Deputy Secretary Marten visited Memorial School, a PreK-8 school in the North Collinwood neighborhood, and the two high school programs located at the Lakeside campus downtown–Davis Aerospace and Maritime High School and the Cleveland School for Digital Arts.
At Davis, students demonstrated drone technology and a flight simulator, and Digital Arts students showed off their visual and graphic art work, including elements of videogame design.
Deputy Secretary Marten said she was impressed with the project-based learning she witnessed during the visit.
“Teachers are supported here, students are supported,” she said.
A team of student photographers from Digital Arts helped document the visit.

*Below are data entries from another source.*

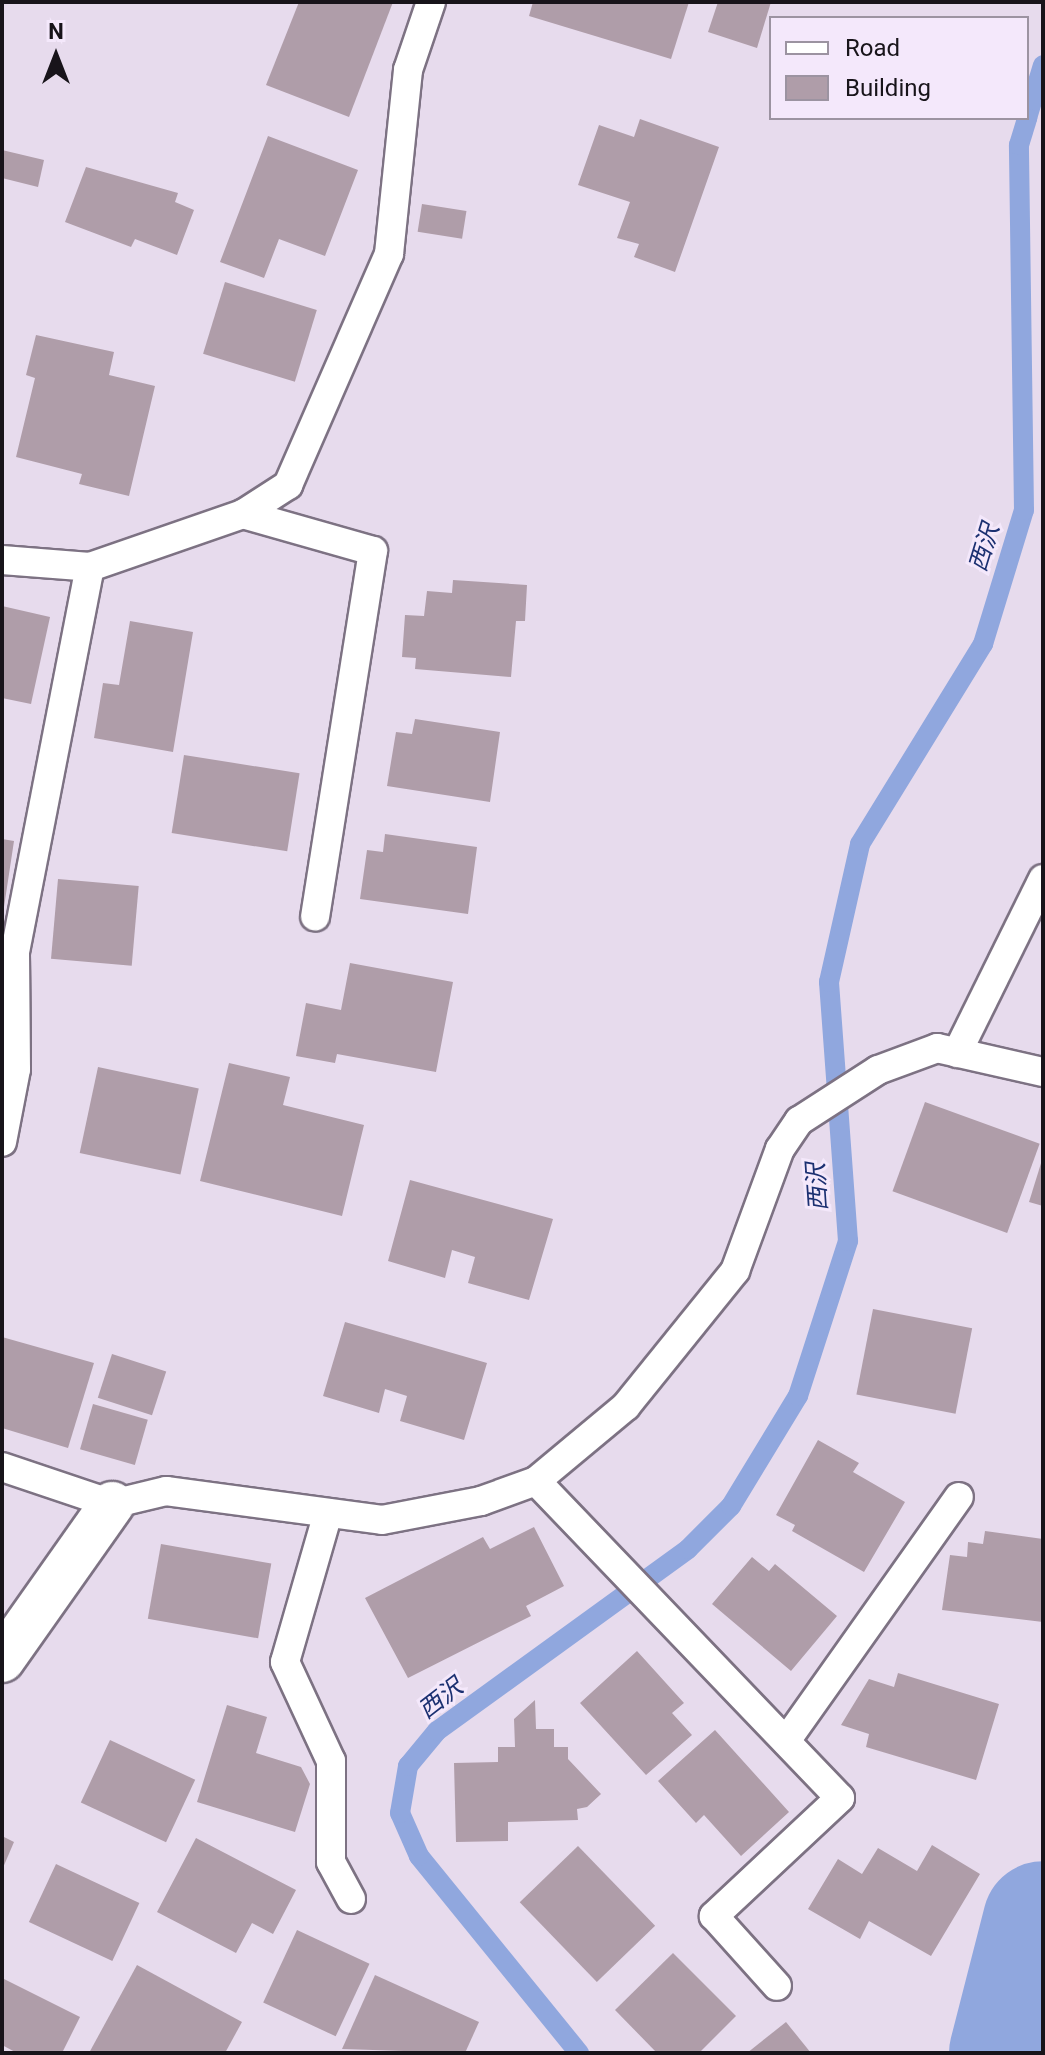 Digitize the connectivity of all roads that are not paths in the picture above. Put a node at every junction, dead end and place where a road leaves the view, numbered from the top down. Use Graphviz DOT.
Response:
graph roads {
  1 [pos="431,2"];
  2 [pos="243,514"];
  3 [pos="2,560"];
  4 [pos="90,567"];
  5 [pos="1043,879"];
  6 [pos="315,916"];
  7 [pos="957,1053"];
  8 [pos="1043,1072"];
  9 [pos="2,1142"];
  10 [pos="2,1467"];
  11 [pos="536,1481"];
  12 [pos="959,1497"];
  13 [pos="112,1504"];
  14 [pos="328,1513"];
  15 [pos="2,1660"];
  16 [pos="786,1741"];
  17 [pos="351,1899"];
  18 [pos="777,1986"];
  1 -- 2 [label="lane"];
  2 -- 4 [label="lane"];
  2 -- 6 [label="lane"];
  3 -- 4 [label="lane"];
  4 -- 9 [label="lane"];
  5 -- 7 [label="lane"];
  7 -- 8 [label="lane"];
  7 -- 11 [label="lane"];
  10 -- 13 [label="lane"];
  11 -- 14 [label="lane"];
  11 -- 16 [label="lane"];
  12 -- 16 [label="lane"];
  13 -- 14 [label="lane"];
  13 -- 15 [label="street"];
  14 -- 17 [label="lane"];
  16 -- 18 [label="lane"];
}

Students from CMSD’s after-school civics program, called Civics 2.0, spoke with the Department of Education team in a roundtable discussion.
Civics students told the representatives about their anti-gun-violence initiative and their plan to share policy recommendations with legislators in Columbus. Read more about their initiative here.
They told Marten that in order for their anti-violence action plans to work, schools need mental health providers and mediation services. They pointed to the success of existing programs such as CMSD’s conflict resolution program, WAVE.
Marten told the students she appreciated their feedback and praised their advocacy work, saying young people need to hear more from other young people.
Marten and her team also met with small groups of parents and teachers to discuss other district successes.